- [Work item] Make an exact copy of the records, with the images left out.

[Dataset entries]
BEGIN
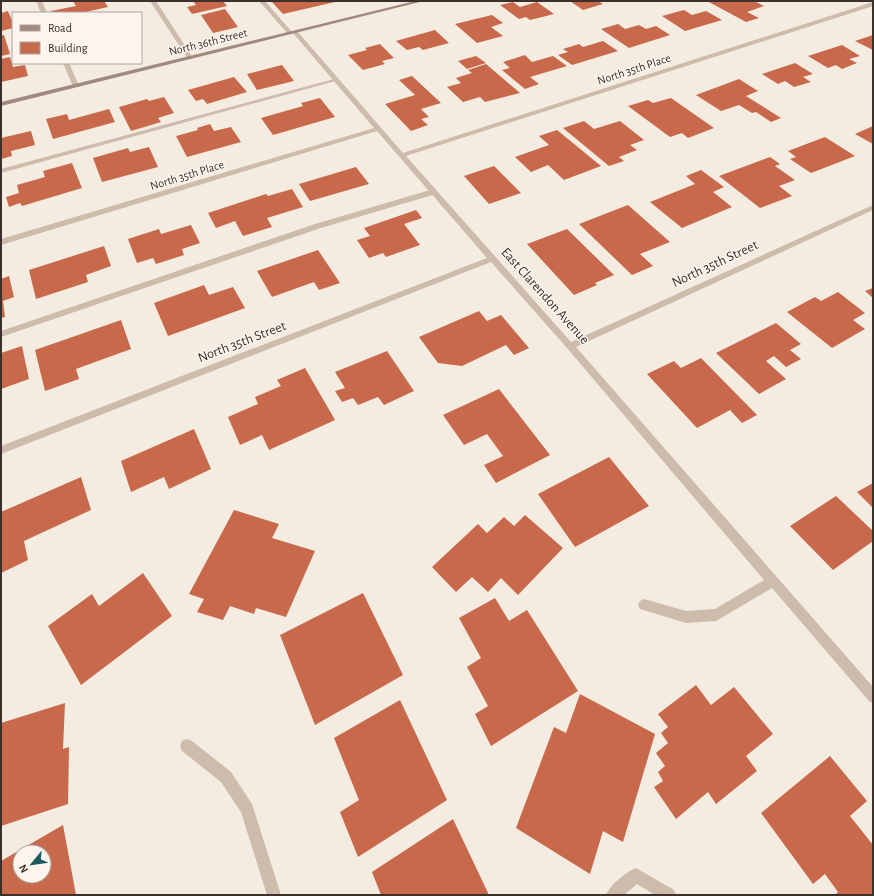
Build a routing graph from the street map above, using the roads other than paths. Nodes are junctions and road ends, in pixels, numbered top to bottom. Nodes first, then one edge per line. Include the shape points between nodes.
1 (39, 1) edge
2 (153, 1) edge
3 (262, 1) edge
4 (421, 1) edge
5 (873, 4) edge
6 (44, 12) edge
7 (293, 33) junction
8 (190, 58) junction
9 (66, 64) edge
10 (336, 80) junction
11 (76, 86) junction
12 (1, 104) edge
13 (378, 129) junction
14 (402, 155) junction
15 (1, 171) edge
16 (433, 192) junction
17 (873, 207) edge
18 (1, 242) edge
19 (492, 259) junction
20 (1, 334) edge
21 (570, 346) junction
22 (1, 450) edge
23 (773, 581) junction
24 (644, 605) dead end
25 (873, 697) edge
26 (187, 746) dead end
27 (274, 895) edge
28 (613, 895) edge
29 (669, 895) edge

1 - 6 street
2 - 8 street
3 - 7 street, East Clarendon Avenue
4 - 7 main road, North 36th Street
5 - 14 street, North 35th Place
7 - 8 main road, North 36th Street
7 - 10 street, East Clarendon Avenue
8 - 11 main road, North 36th Street
9 - 11 street
10 - 13 street, East Clarendon Avenue
10 - 15 street
11 - 12 main road, North 36th Street
13 - 14 street, East Clarendon Avenue
13 - 18 street, North 35th Place
14 - 16 street, East Clarendon Avenue
16 - 19 street, East Clarendon Avenue
16 - 20 street via 318,226
17 - 21 street, North 35th Street
19 - 21 street, East Clarendon Avenue
19 - 22 street, North 35th Street
21 - 23 street, East Clarendon Avenue
23 - 24 street via 716,615 686,617
23 - 25 street, East Clarendon Avenue
26 - 27 street via 226,777 247,809
28 - 29 street via 636,875

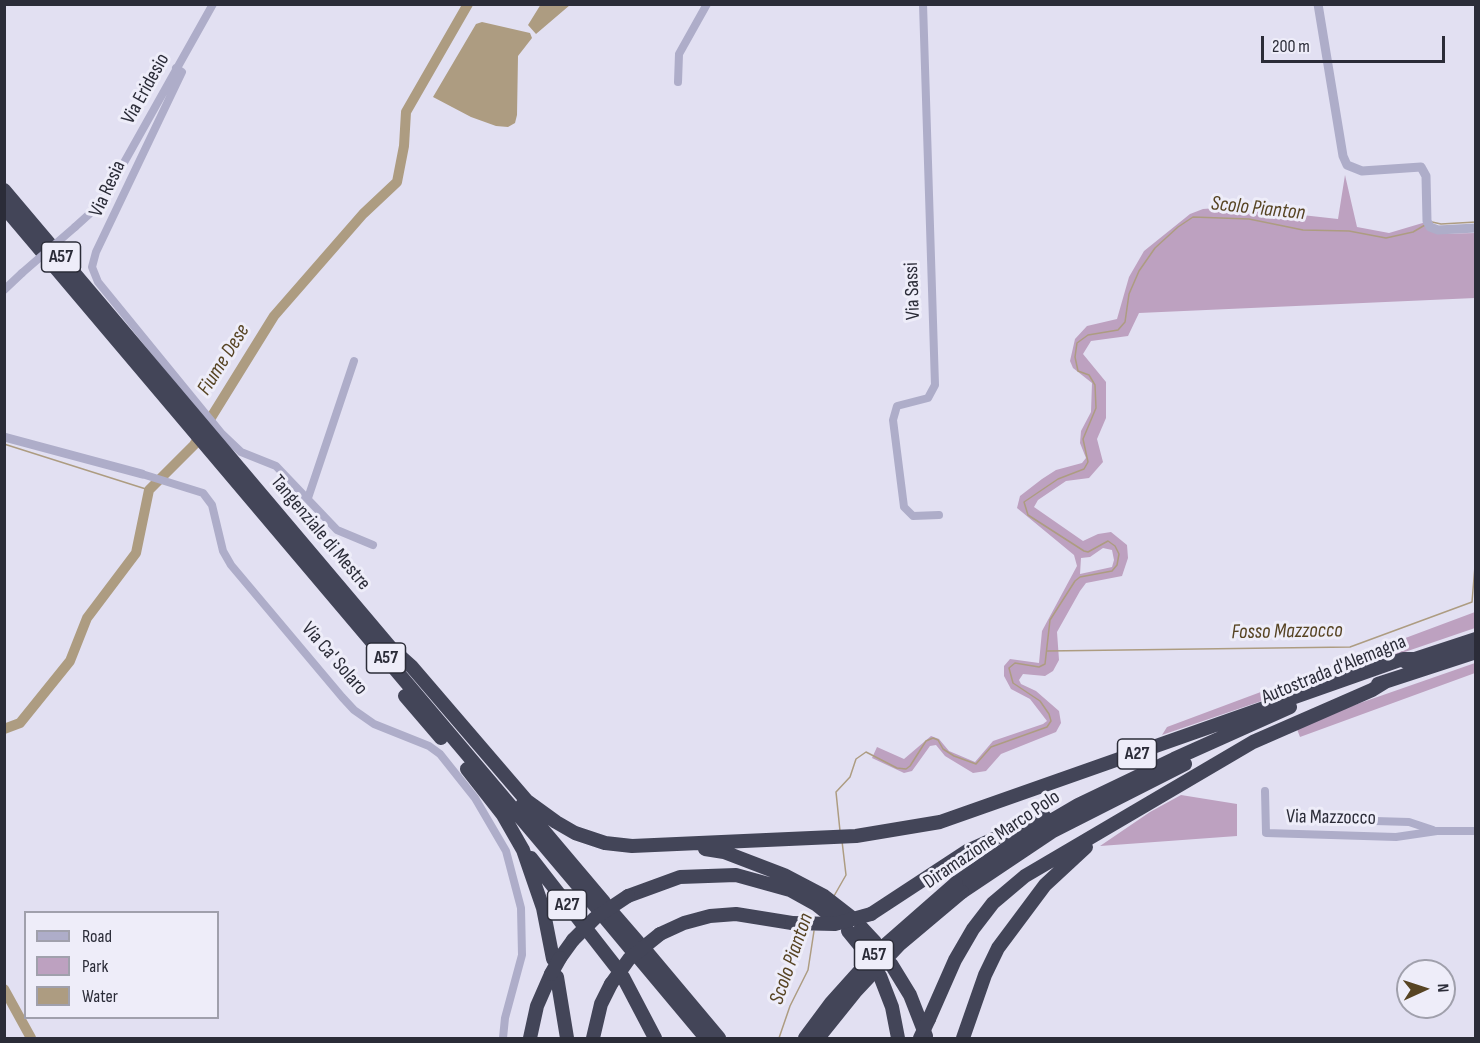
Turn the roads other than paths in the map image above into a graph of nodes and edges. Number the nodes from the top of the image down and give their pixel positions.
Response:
1 (213, 4) edge
2 (706, 4) edge
3 (923, 4) edge
4 (1318, 4) edge
5 (176, 68) junction
6 (678, 82) dead end
7 (4, 190) edge
8 (4, 207) edge
9 (1476, 228) edge
10 (4, 290) edge
11 (354, 361) dead end
12 (191, 412) junction
13 (4, 437) edge
14 (215, 440) junction
15 (144, 475) joint
16 (242, 487) junction
17 (308, 498) junction
18 (939, 515) dead end
19 (373, 545) dead end
20 (1476, 639) edge
21 (392, 649) junction
22 (1476, 652) edge
23 (1414, 659) junction
24 (1385, 682) junction
25 (1210, 748) junction
26 (1107, 790) junction
27 (1265, 791) dead end
28 (1118, 820) junction
29 (1341, 820) dead end
30 (1437, 831) junction
31 (1476, 831) edge
32 (519, 842) junction
33 (664, 846) junction
34 (959, 888) junction
35 (820, 900) junction
36 (604, 910) junction
37 (870, 947) dead end
38 (638, 950) junction
39 (557, 958) junction
40 (891, 964) dead end
41 (554, 976) junction
42 (617, 976) junction
43 (880, 976) dead end
44 (503, 1038) edge
45 (530, 1038) edge
46 (567, 1038) edge
47 (593, 1038) edge
48 (655, 1038) edge
49 (706, 1038) edge
50 (719, 1038) edge
51 (805, 1038) edge
52 (818, 1038) edge
53 (898, 1038) edge
54 (920, 1038) edge
55 (926, 1038) edge
56 (963, 1038) edge

1 - 5 street, Via Eridesio
2 - 6 street
3 - 18 street, Via Sassi
4 - 9 street
5 - 10 street, Via Eridesio, bridge
5 - 12 street, Via Resia
7 - 12 highway, Tangenziale di Mestre / A57
8 - 12 highway, Tangenziale di Mestre / A57
11 - 17 street
12 - 14 highway, Tangenziale di Mestre / A57
13 - 15 street, Via Ca' Solaro
14 - 16 highway, Tangenziale di Mestre / A57
14 - 17 street
14 - 21 highway, Tangenziale di Mestre / A57
15 - 44 street, Via Ca' Solaro
16 - 32 highway
16 - 36 highway, Tangenziale di Mestre / A57
17 - 19 street
20 - 23 highway, Autostrada d'Alemagna / A27
21 - 33 highway, A57
21 - 36 highway, Tangenziale di Mestre / A57
22 - 24 highway, Autostrada d'Alemagna / A27
23 - 25 highway, Autostrada d'Alemagna / A27
23 - 33 highway, A27
24 - 25 highway, Autostrada d'Alemagna / A27
24 - 28 highway, A27
25 - 26 highway, Diramazione Marco Polo / A57
25 - 34 highway, Diramazione Marco Polo / A57
26 - 34 highway, Diramazione Marco Polo / A57
26 - 42 highway, bridge
27 - 30 street, Via Mazzocco
28 - 54 highway, A27, bridge
28 - 56 highway, A27
29 - 30 street, Via Mazzocco
30 - 31 street, Via Mazzocco
32 - 39 highway
32 - 42 highway, A27
33 - 35 highway, A57
34 - 51 highway, Diramazione Marco Polo / A57, bridge
34 - 52 highway, Diramazione Marco Polo / A57, bridge
35 - 37 highway, A57
35 - 39 highway, bridge
36 - 38 highway, Tangenziale di Mestre / A57
38 - 49 highway, Tangenziale di Mestre / A57
38 - 50 highway, Tangenziale di Mestre / A57
39 - 41 highway, bridge
40 - 55 highway, A57
41 - 45 highway
41 - 46 highway
42 - 47 highway
42 - 48 highway, A27
43 - 53 highway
END
- [Result]
Build a routing graph from the street map above, using the roads other than paths. Nodes are junctions and road ends, in pixels, numbered top to bottom. Nodes first, then one edge per line. Include the shape points between nodes.
1 (39, 1) edge
2 (153, 1) edge
3 (262, 1) edge
4 (421, 1) edge
5 (873, 4) edge
6 (44, 12) edge
7 (293, 33) junction
8 (190, 58) junction
9 (66, 64) edge
10 (336, 80) junction
11 (76, 86) junction
12 (1, 104) edge
13 (378, 129) junction
14 (402, 155) junction
15 (1, 171) edge
16 (433, 192) junction
17 (873, 207) edge
18 (1, 242) edge
19 (492, 259) junction
20 (1, 334) edge
21 (570, 346) junction
22 (1, 450) edge
23 (773, 581) junction
24 (644, 605) dead end
25 (873, 697) edge
26 (187, 746) dead end
27 (274, 895) edge
28 (613, 895) edge
29 (669, 895) edge

1 - 6 street
2 - 8 street
3 - 7 street, East Clarendon Avenue
4 - 7 main road, North 36th Street
5 - 14 street, North 35th Place
7 - 8 main road, North 36th Street
7 - 10 street, East Clarendon Avenue
8 - 11 main road, North 36th Street
9 - 11 street
10 - 13 street, East Clarendon Avenue
10 - 15 street
11 - 12 main road, North 36th Street
13 - 14 street, East Clarendon Avenue
13 - 18 street, North 35th Place
14 - 16 street, East Clarendon Avenue
16 - 19 street, East Clarendon Avenue
16 - 20 street via 318,226
17 - 21 street, North 35th Street
19 - 21 street, East Clarendon Avenue
19 - 22 street, North 35th Street
21 - 23 street, East Clarendon Avenue
23 - 24 street via 716,615 686,617
23 - 25 street, East Clarendon Avenue
26 - 27 street via 226,777 247,809
28 - 29 street via 636,875

Turn the roads other than paths in the map image above into a graph of nodes and edges. Number the nodes from the top of the image down and give their pixel positions.
Response:
1 (213, 4) edge
2 (706, 4) edge
3 (923, 4) edge
4 (1318, 4) edge
5 (176, 68) junction
6 (678, 82) dead end
7 (4, 190) edge
8 (4, 207) edge
9 (1476, 228) edge
10 (4, 290) edge
11 (354, 361) dead end
12 (191, 412) junction
13 (4, 437) edge
14 (215, 440) junction
15 (144, 475) joint
16 (242, 487) junction
17 (308, 498) junction
18 (939, 515) dead end
19 (373, 545) dead end
20 (1476, 639) edge
21 (392, 649) junction
22 (1476, 652) edge
23 (1414, 659) junction
24 (1385, 682) junction
25 (1210, 748) junction
26 (1107, 790) junction
27 (1265, 791) dead end
28 (1118, 820) junction
29 (1341, 820) dead end
30 (1437, 831) junction
31 (1476, 831) edge
32 (519, 842) junction
33 (664, 846) junction
34 (959, 888) junction
35 (820, 900) junction
36 (604, 910) junction
37 (870, 947) dead end
38 (638, 950) junction
39 (557, 958) junction
40 (891, 964) dead end
41 (554, 976) junction
42 (617, 976) junction
43 (880, 976) dead end
44 (503, 1038) edge
45 (530, 1038) edge
46 (567, 1038) edge
47 (593, 1038) edge
48 (655, 1038) edge
49 (706, 1038) edge
50 (719, 1038) edge
51 (805, 1038) edge
52 (818, 1038) edge
53 (898, 1038) edge
54 (920, 1038) edge
55 (926, 1038) edge
56 (963, 1038) edge

1 - 5 street, Via Eridesio
2 - 6 street
3 - 18 street, Via Sassi
4 - 9 street
5 - 10 street, Via Eridesio, bridge
5 - 12 street, Via Resia
7 - 12 highway, Tangenziale di Mestre / A57
8 - 12 highway, Tangenziale di Mestre / A57
11 - 17 street
12 - 14 highway, Tangenziale di Mestre / A57
13 - 15 street, Via Ca' Solaro
14 - 16 highway, Tangenziale di Mestre / A57
14 - 17 street
14 - 21 highway, Tangenziale di Mestre / A57
15 - 44 street, Via Ca' Solaro
16 - 32 highway
16 - 36 highway, Tangenziale di Mestre / A57
17 - 19 street
20 - 23 highway, Autostrada d'Alemagna / A27
21 - 33 highway, A57
21 - 36 highway, Tangenziale di Mestre / A57
22 - 24 highway, Autostrada d'Alemagna / A27
23 - 25 highway, Autostrada d'Alemagna / A27
23 - 33 highway, A27
24 - 25 highway, Autostrada d'Alemagna / A27
24 - 28 highway, A27
25 - 26 highway, Diramazione Marco Polo / A57
25 - 34 highway, Diramazione Marco Polo / A57
26 - 34 highway, Diramazione Marco Polo / A57
26 - 42 highway, bridge
27 - 30 street, Via Mazzocco
28 - 54 highway, A27, bridge
28 - 56 highway, A27
29 - 30 street, Via Mazzocco
30 - 31 street, Via Mazzocco
32 - 39 highway
32 - 42 highway, A27
33 - 35 highway, A57
34 - 51 highway, Diramazione Marco Polo / A57, bridge
34 - 52 highway, Diramazione Marco Polo / A57, bridge
35 - 37 highway, A57
35 - 39 highway, bridge
36 - 38 highway, Tangenziale di Mestre / A57
38 - 49 highway, Tangenziale di Mestre / A57
38 - 50 highway, Tangenziale di Mestre / A57
39 - 41 highway, bridge
40 - 55 highway, A57
41 - 45 highway
41 - 46 highway
42 - 47 highway
42 - 48 highway, A27
43 - 53 highway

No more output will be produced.